Stored data entries
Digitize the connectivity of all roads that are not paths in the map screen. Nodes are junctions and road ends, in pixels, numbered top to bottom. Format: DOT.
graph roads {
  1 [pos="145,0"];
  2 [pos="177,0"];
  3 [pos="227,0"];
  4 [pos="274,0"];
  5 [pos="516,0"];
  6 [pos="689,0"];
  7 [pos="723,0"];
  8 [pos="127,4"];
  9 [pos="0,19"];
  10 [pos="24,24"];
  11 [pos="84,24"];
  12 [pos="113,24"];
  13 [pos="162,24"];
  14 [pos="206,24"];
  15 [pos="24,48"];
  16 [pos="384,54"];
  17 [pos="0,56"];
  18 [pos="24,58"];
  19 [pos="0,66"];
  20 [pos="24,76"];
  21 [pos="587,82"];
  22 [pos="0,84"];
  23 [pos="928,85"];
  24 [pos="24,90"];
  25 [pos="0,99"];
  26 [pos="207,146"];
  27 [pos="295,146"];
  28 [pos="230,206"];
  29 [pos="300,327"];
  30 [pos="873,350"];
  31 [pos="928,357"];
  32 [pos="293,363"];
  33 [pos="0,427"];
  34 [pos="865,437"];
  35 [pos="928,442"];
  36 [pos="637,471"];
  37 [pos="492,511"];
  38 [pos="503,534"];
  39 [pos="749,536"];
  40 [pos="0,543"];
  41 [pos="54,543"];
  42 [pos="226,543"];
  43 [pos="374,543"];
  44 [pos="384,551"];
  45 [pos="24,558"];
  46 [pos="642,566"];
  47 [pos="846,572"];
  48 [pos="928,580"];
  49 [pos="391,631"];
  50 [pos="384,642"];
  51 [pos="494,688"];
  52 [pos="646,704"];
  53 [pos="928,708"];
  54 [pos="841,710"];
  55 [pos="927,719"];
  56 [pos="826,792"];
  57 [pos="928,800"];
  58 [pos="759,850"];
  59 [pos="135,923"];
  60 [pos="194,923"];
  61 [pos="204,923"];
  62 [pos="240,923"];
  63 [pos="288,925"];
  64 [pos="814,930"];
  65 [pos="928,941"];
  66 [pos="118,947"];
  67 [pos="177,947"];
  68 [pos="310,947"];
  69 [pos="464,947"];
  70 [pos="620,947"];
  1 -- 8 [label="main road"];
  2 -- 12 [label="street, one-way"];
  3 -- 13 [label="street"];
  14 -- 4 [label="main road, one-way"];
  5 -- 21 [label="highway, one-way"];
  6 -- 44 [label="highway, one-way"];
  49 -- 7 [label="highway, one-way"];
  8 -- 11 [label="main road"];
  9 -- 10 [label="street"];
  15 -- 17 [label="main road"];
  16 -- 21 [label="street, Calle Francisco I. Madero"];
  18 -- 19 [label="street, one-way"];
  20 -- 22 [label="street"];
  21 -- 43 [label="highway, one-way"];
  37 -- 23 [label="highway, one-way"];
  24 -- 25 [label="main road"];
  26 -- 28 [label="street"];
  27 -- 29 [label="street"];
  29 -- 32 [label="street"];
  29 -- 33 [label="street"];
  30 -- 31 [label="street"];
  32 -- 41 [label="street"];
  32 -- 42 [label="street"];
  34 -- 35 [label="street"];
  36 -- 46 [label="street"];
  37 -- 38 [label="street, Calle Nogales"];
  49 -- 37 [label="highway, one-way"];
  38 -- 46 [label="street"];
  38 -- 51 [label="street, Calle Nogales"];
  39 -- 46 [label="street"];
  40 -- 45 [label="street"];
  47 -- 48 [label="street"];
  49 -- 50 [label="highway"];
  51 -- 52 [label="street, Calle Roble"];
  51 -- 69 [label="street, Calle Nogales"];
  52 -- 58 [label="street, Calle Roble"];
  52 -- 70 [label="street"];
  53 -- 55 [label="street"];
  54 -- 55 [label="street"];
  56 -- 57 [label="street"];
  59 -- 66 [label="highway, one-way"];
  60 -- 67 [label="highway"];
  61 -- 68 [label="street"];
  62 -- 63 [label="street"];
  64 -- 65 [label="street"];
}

→ WHAT IS BEING ASKED: Every entry above should come back exactly as written.

→ YOUR SOLUTION:
Digitize the connectivity of all roads that are not paths in the map screen. Nodes are junctions and road ends, in pixels, numbered top to bottom. Format: DOT.
graph roads {
  1 [pos="145,0"];
  2 [pos="177,0"];
  3 [pos="227,0"];
  4 [pos="274,0"];
  5 [pos="516,0"];
  6 [pos="689,0"];
  7 [pos="723,0"];
  8 [pos="127,4"];
  9 [pos="0,19"];
  10 [pos="24,24"];
  11 [pos="84,24"];
  12 [pos="113,24"];
  13 [pos="162,24"];
  14 [pos="206,24"];
  15 [pos="24,48"];
  16 [pos="384,54"];
  17 [pos="0,56"];
  18 [pos="24,58"];
  19 [pos="0,66"];
  20 [pos="24,76"];
  21 [pos="587,82"];
  22 [pos="0,84"];
  23 [pos="928,85"];
  24 [pos="24,90"];
  25 [pos="0,99"];
  26 [pos="207,146"];
  27 [pos="295,146"];
  28 [pos="230,206"];
  29 [pos="300,327"];
  30 [pos="873,350"];
  31 [pos="928,357"];
  32 [pos="293,363"];
  33 [pos="0,427"];
  34 [pos="865,437"];
  35 [pos="928,442"];
  36 [pos="637,471"];
  37 [pos="492,511"];
  38 [pos="503,534"];
  39 [pos="749,536"];
  40 [pos="0,543"];
  41 [pos="54,543"];
  42 [pos="226,543"];
  43 [pos="374,543"];
  44 [pos="384,551"];
  45 [pos="24,558"];
  46 [pos="642,566"];
  47 [pos="846,572"];
  48 [pos="928,580"];
  49 [pos="391,631"];
  50 [pos="384,642"];
  51 [pos="494,688"];
  52 [pos="646,704"];
  53 [pos="928,708"];
  54 [pos="841,710"];
  55 [pos="927,719"];
  56 [pos="826,792"];
  57 [pos="928,800"];
  58 [pos="759,850"];
  59 [pos="135,923"];
  60 [pos="194,923"];
  61 [pos="204,923"];
  62 [pos="240,923"];
  63 [pos="288,925"];
  64 [pos="814,930"];
  65 [pos="928,941"];
  66 [pos="118,947"];
  67 [pos="177,947"];
  68 [pos="310,947"];
  69 [pos="464,947"];
  70 [pos="620,947"];
  1 -- 8 [label="main road"];
  2 -- 12 [label="street, one-way"];
  3 -- 13 [label="street"];
  14 -- 4 [label="main road, one-way"];
  5 -- 21 [label="highway, one-way"];
  6 -- 44 [label="highway, one-way"];
  49 -- 7 [label="highway, one-way"];
  8 -- 11 [label="main road"];
  9 -- 10 [label="street"];
  15 -- 17 [label="main road"];
  16 -- 21 [label="street, Calle Francisco I. Madero"];
  18 -- 19 [label="street, one-way"];
  20 -- 22 [label="street"];
  21 -- 43 [label="highway, one-way"];
  37 -- 23 [label="highway, one-way"];
  24 -- 25 [label="main road"];
  26 -- 28 [label="street"];
  27 -- 29 [label="street"];
  29 -- 32 [label="street"];
  29 -- 33 [label="street"];
  30 -- 31 [label="street"];
  32 -- 41 [label="street"];
  32 -- 42 [label="street"];
  34 -- 35 [label="street"];
  36 -- 46 [label="street"];
  37 -- 38 [label="street, Calle Nogales"];
  49 -- 37 [label="highway, one-way"];
  38 -- 46 [label="street"];
  38 -- 51 [label="street, Calle Nogales"];
  39 -- 46 [label="street"];
  40 -- 45 [label="street"];
  47 -- 48 [label="street"];
  49 -- 50 [label="highway"];
  51 -- 52 [label="street, Calle Roble"];
  51 -- 69 [label="street, Calle Nogales"];
  52 -- 58 [label="street, Calle Roble"];
  52 -- 70 [label="street"];
  53 -- 55 [label="street"];
  54 -- 55 [label="street"];
  56 -- 57 [label="street"];
  59 -- 66 [label="highway, one-way"];
  60 -- 67 [label="highway"];
  61 -- 68 [label="street"];
  62 -- 63 [label="street"];
  64 -- 65 [label="street"];
}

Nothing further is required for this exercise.